A lawsuit AMR filed last week accuses the county of violating state laws when it enacted a permit-based ambulance services system. After county staff rated AMR higher than the County Fire Department, the county switched from an exclusive ambulance services contract to a non-exclusive, permit-based system.

The county is accused of imposing unlawful permitting and contracting requirements and effectively excluding AMR from providing ambulance services to Santa Barbara County, according to the lawsuit

In addition, the suit accuses the county of holding backdoor meetings that included only one of the bidders for the contract.

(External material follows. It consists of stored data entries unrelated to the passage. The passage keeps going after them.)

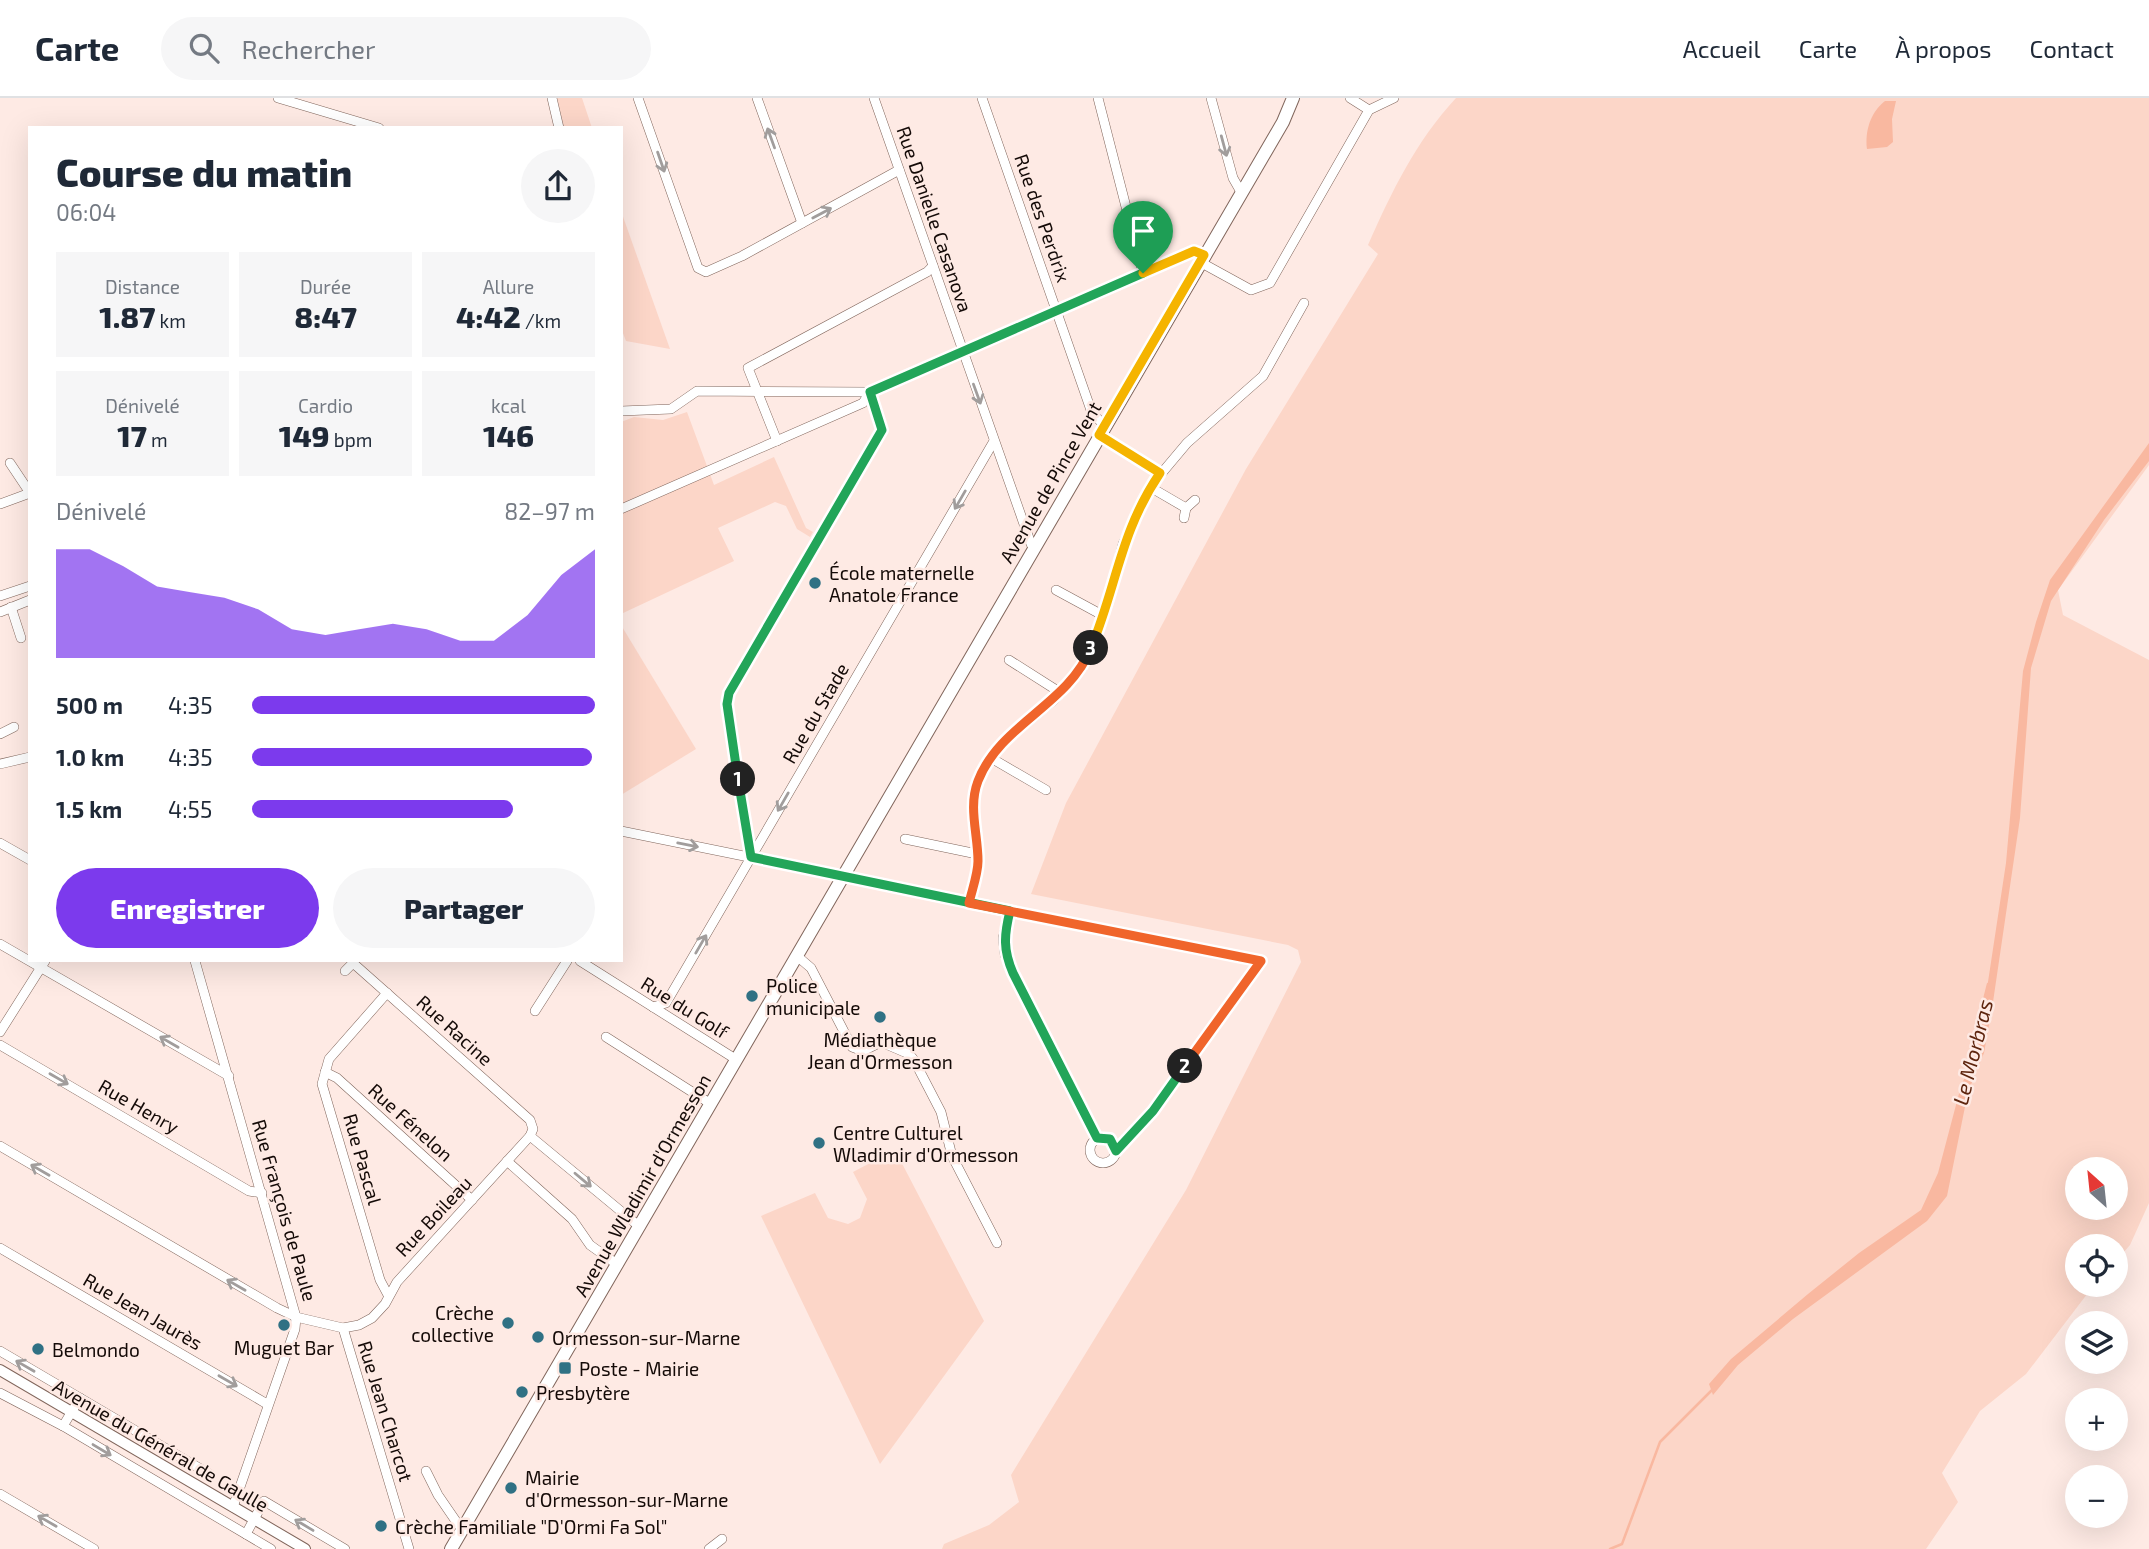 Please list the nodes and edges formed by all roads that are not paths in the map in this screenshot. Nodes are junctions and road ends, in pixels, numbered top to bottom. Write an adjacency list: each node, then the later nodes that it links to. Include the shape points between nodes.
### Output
1 (278, 98): 13 (street)
2 (552, 98): 14 (street)
3 (638, 98): 17 (street, one-way to 17, via 698,268 715,270)
4 (757, 98): 17 (street, one-way to 4)
5 (982, 98): 22 (street, Rue des Perdrix)
6 (1098, 98): 20 (street)
7 (1211, 98): 16 (street, one-way to 16)
8 (1350, 98): 12 (street)
9 (1394, 98): 12 (street)
10 (877, 99): 15 (street, Rue Danielle Casanova)
11 (1294, 101): 16 (main road, Avenue de Pince Vent)
12 (1369, 110): 18 (street, via 1270,283 1251,290)
13 (372, 126)
14 (559, 126)
15 (899, 170): 17 (street, one-way to 15); 19 (street, Rue Danielle Casanova)
16 (1241, 192): 18 (main road, Avenue de Pince Vent)
17 (802, 223)
18 (1202, 259): 20 (street, via 1194,251); 27 (main road, Avenue de Pince Vent)
19 (933, 266): 23 (street, Rue Danielle Casanova); 24 (street, via 748,368)
20 (1143, 273): 22 (street)
21 (1304, 303): 31 (street, via 1254,386 1207,424)
22 (1057, 311): 23 (street); 27 (street, Rue des Perdrix)
23 (963, 352): 25 (street); 28 (street, Rue Danielle Casanova, one-way to 28)
24 (757, 392): 25 (street); 26 (street, via 697,391 671,409); 29 (street)
25 (870, 392): 29 (street, via 863,403); 59 (street, via 882,430 729,693)
26 (623, 411)
27 (1101, 430): 31 (street); 38 (main road, Avenue de Pince Vent)
28 (994, 441): 38 (street, Rue Danielle Casanova); 59 (street, Rue du Stade, one-way to 59)
29 (777, 442): 37 (street)
30 (9, 463): 33 (street)
31 (1160, 473): 32 (street)
32 (1150, 487): 35 (street, via 1185,513); 45 (street, via 1123,544)
33 (28, 490)
34 (28, 494): 36 (street)
35 (1195, 500)
36 (0, 505)
37 (623, 508)
38 (1035, 547): 61 (main road, Avenue de Pince Vent)
39 (28, 587): 41 (street)
40 (1056, 590): 45 (street)
41 (0, 596)
42 (28, 601): 43 (street)
43 (10, 607): 44 (street); 46 (street)
44 (0, 611)
45 (1104, 616): 48 (street, via 1082,668)
46 (21, 638)
47 (1009, 660): 48 (street)
48 (1061, 693): 52 (street)
49 (14, 727): 50 (street)
50 (0, 734)
51 (28, 757): 53 (street)
52 (991, 758): 54 (street); 58 (street, via 978,781 973,808)
53 (0, 764)
54 (1046, 790)
55 (623, 831): 59 (street, one-way to 59)
56 (905, 839): 58 (street)
57 (0, 843): 60 (street)
58 (977, 854): 62 (street)
59 (751, 857): 61 (street); 73 (street, Rue du Stade, one-way to 59)
60 (28, 859)
61 (844, 877): 62 (street); 65 (main road, Avenue Wladimir d'Ormesson)
62 (969, 903): 63 (street)
63 (1010, 911): 85 (street, via 1003,938 1005,955); 87 (street, via 1261,961 1153,1111)
64 (0, 944): 66 (street)
65 (797, 956): 80 (main road, Avenue Wladimir d'Ormesson); 92 (street, via 811,968 852,1047 863,1051 881,1042 914,1060 941,1112 952,1156)
66 (28, 957)
67 (195, 962): 82 (street, Rue François de Paule)
68 (566, 962): 75 (street)
69 (582, 962): 74 (street, Rue du Golf)
70 (43, 964): 77 (street); 82 (street, one-way to 70)
71 (345, 971): 72 (street, Rue Racine, via 353,963)
72 (387, 993): 81 (street, via 329,1059); 84 (street, Rue Racine, via 530,1120)
73 (666, 1003): 74 (street); 76 (street)
74 (653, 1007): 76 (street, Rue du Golf)
75 (535, 1011)
76 (669, 1017): 80 (street, Rue du Golf)
77 (0, 1032)
78 (606, 1037): 83 (street)
79 (0, 1045): 89 (street, Rue Henry, one-way to 89, via 249,1191)
80 (737, 1060): 83 (main road, Avenue Wladimir d'Ormesson)
81 (325, 1072): 90 (street, Rue Fénelon); 95 (street, Rue Pascal, via 322,1084)
82 (229, 1076): 89 (street, Rue François de Paule)
83 (711, 1104): 91 (main road, Avenue Wladimir d'Ormesson)
84 (530, 1136): 88 (street); 91 (street, Rue Racine, one-way to 91)
85 (1097, 1138): 87 (street, via 1110,1139); 87 (street, via 1090,1146 1093,1159 1107,1163)
86 (0, 1146): 96 (street, Rue Jean Charcot, one-way to 86)
87 (1116, 1151)
88 (506, 1161): 90 (street, Rue Boileau); 94 (street, via 572,1219 590,1245)
89 (262, 1193): 96 (street, Rue François de Paule)
90 (472, 1200): 95 (street, Rue Boileau)
91 (640, 1227): 94 (main road, Avenue Wladimir d'Ormesson)
92 (997, 1243)
93 (0, 1248): 102 (street, Rue Jean Jaurès, one-way to 102)
94 (618, 1265): 113 (main road, Avenue Wladimir d'Ormesson)
95 (388, 1295): 97 (street, via 372,1318)
96 (296, 1317): 97 (street, Rue Jean Charcot); 102 (street, Rue François de Paule)
97 (343, 1328): 120 (street, Rue Jean Charcot)
98 (0, 1352): 101 (street, one-way to 98)
99 (0, 1370): 103 (street, Avenue du Général de Gaulle)
100 (0, 1392): 104 (street)
101 (80, 1398): 103 (street); 105 (street)
102 (267, 1404): 111 (street, Rue François de Paule)
103 (71, 1413): 104 (street); 106 (street, Avenue du Général de Gaulle)
104 (63, 1426): 109 (street, one-way to 109)
105 (179, 1456): 106 (street); 108 (street)
106 (170, 1471): 109 (street); 111 (street, Avenue du Général de Gaulle)
107 (426, 1471): 113 (street)
108 (211, 1475)
109 (162, 1485): 114 (street)
110 (0, 1494): 116 (street, one-way to 110)
111 (233, 1507): 112 (street, Avenue du Général de Gaulle)
112 (253, 1519): 114 (street); 118 (street, Avenue du Général de Gaulle); 119 (street, one-way to 112, via 264,1501)
113 (463, 1530): 121 (main road, Avenue Wladimir d'Ormesson)
114 (246, 1534): 117 (street)
115 (722, 1539): 122 (street)
116 (94, 1549)
117 (271, 1549)
118 (305, 1549)
119 (345, 1549)
120 (409, 1549)
121 (452, 1549)
122 (709, 1549)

While working on development of the ordinance through its final form, county administrators formed a “workgroup” composed of administrators, department heads and County Fire Department staff, according to the lawsuit. County administrators did not permit AMR representatives to attend the “workgroup” meetings.

State law bars counties from charging fees that generate revenues beyond the cost of providing municipal services without voter approval. However, while bidding for the contract, the County Fire Department projected it would generate approximately $8 million in revenue for the county above the cost of providing ambulance services.

The contract, worth an estimated $1 billion, is slated to switch to the County Fire Department in March.

“The Board of Supervisors wrongly found that AMR could not or would not provide ambulance service to the entire county territory, that it would not share 9-1-1 emergency ambulance calls with County Fire, or that AMR had not provided sufficient evidence of a ‘community benefit,’” according to the lawsuit.

The AMR lawsuit asks the court to find the new ordinance unlawful, to stay any decisions made under the new ordinance, to bar the county from generating excess revenues through ambulance services and to set aside AMR’s permit denial.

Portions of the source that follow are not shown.